◆ Work order
Which lines in the data contain the word "down"? Please copy each of them.

◆ Data to use

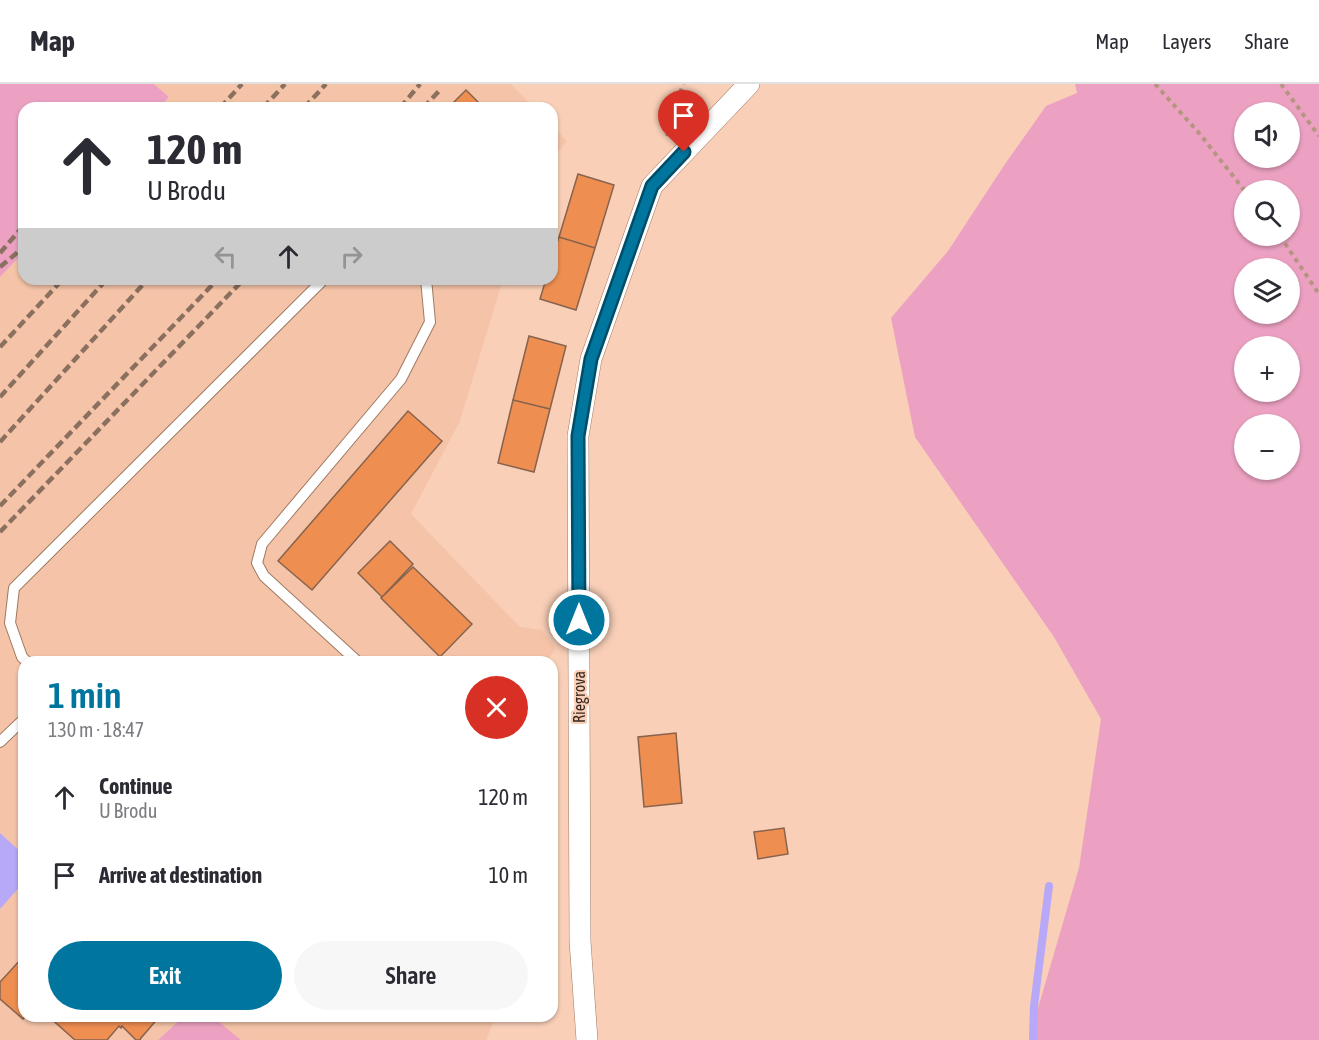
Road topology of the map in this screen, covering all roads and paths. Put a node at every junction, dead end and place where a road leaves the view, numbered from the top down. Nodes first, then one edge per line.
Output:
1 (749, 84) edge
2 (1155, 84) edge
3 (1281, 84) edge
4 (1319, 136) edge
5 (1236, 180) edge
6 (1287, 246) edge
7 (318, 285) edge
8 (427, 285) edge
9 (1319, 294) edge
10 (22, 656) edge
11 (351, 656) edge
12 (18, 725) edge
13 (0, 742) edge
14 (587, 1040) edge

1 - 14 street, Riegrova
2 - 5 path
3 - 4 path
6 - 9 path
7 - 10 lane
8 - 11 lane
12 - 13 lane

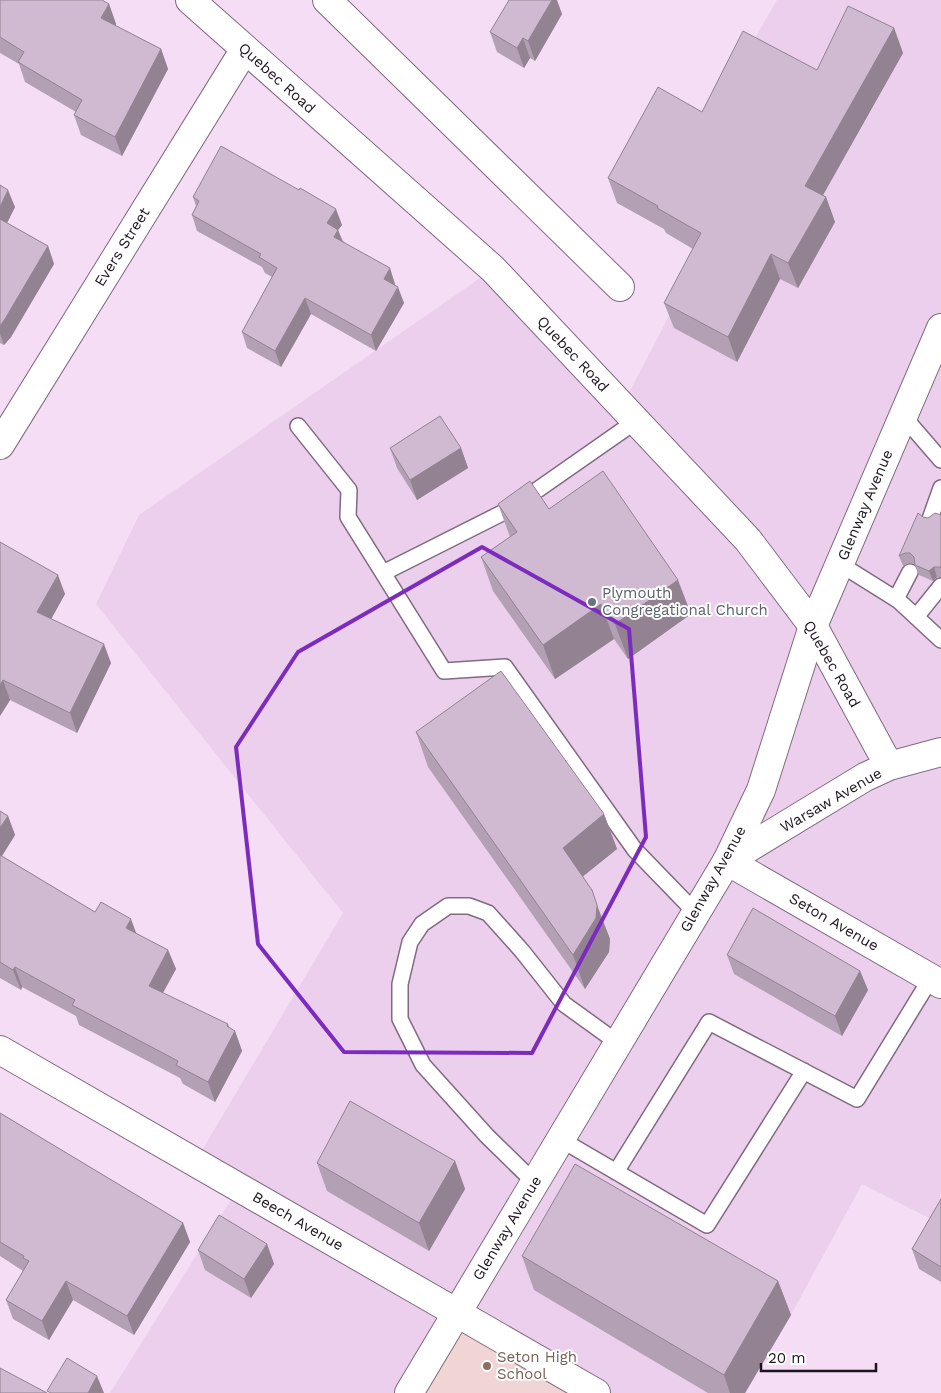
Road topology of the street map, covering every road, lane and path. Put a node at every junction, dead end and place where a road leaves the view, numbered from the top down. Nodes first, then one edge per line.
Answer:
1 (190, 0) edge
2 (328, 0) edge
3 (244, 49) junction
4 (620, 287) dead end
5 (941, 328) edge
6 (904, 416) junction
7 (636, 421) junction
8 (298, 426) dead end
9 (1, 440) edge
10 (941, 460) edge
11 (941, 488) edge
12 (930, 519) edge
13 (840, 564) junction
14 (910, 572) dead end
15 (384, 574) junction
16 (941, 586) edge
17 (896, 599) junction
18 (916, 616) junction
19 (813, 626) junction
20 (938, 632) edge
21 (941, 752) edge
22 (889, 766) junction
23 (727, 861) junction
24 (696, 912) junction
25 (936, 981) edge
26 (618, 1043) junction
27 (0, 1050) edge
28 (804, 1072) junction
29 (560, 1139) junction
30 (616, 1172) junction
31 (534, 1182) junction
32 (457, 1312) junction
33 (409, 1393) edge
34 (596, 1393) edge

1 - 3 street, Quebec Road
2 - 4 street
3 - 7 street, Quebec Road
3 - 9 street, Evers Street
5 - 6 street, Glenway Avenue
6 - 10 lane
6 - 13 street, Glenway Avenue
7 - 15 lane
7 - 19 street, Quebec Road
8 - 15 lane
11 - 12 lane
13 - 17 lane
13 - 19 street, Glenway Avenue
14 - 17 lane
15 - 24 lane
16 - 18 lane
17 - 18 lane
18 - 20 lane
19 - 22 street, Quebec Road
19 - 23 street, Glenway Avenue
21 - 22 street, Warsaw Avenue
22 - 23 street, Warsaw Avenue
23 - 24 street, Glenway Avenue
23 - 25 street, Seton Avenue
24 - 26 street, Glenway Avenue
25 - 28 lane
26 - 29 street, Glenway Avenue
26 - 31 lane
27 - 32 street, Beech Avenue
28 - 30 lane
28 - 30 lane
29 - 30 lane
29 - 31 street, Glenway Avenue
31 - 32 street, Glenway Avenue
32 - 33 street, Glenway Avenue
32 - 34 street, Beech Avenue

◆ Exercise output
Road topology of the map in this screen, covering all roads and paths. Put a node at every junction, dead end and place where a road leaves the view, numbered from the top down. Nodes first, then one edge per line.
Road topology of the street map, covering every road, lane and path. Put a node at every junction, dead end and place where a road leaves the view, numbered from the top down. Nodes first, then one edge per line.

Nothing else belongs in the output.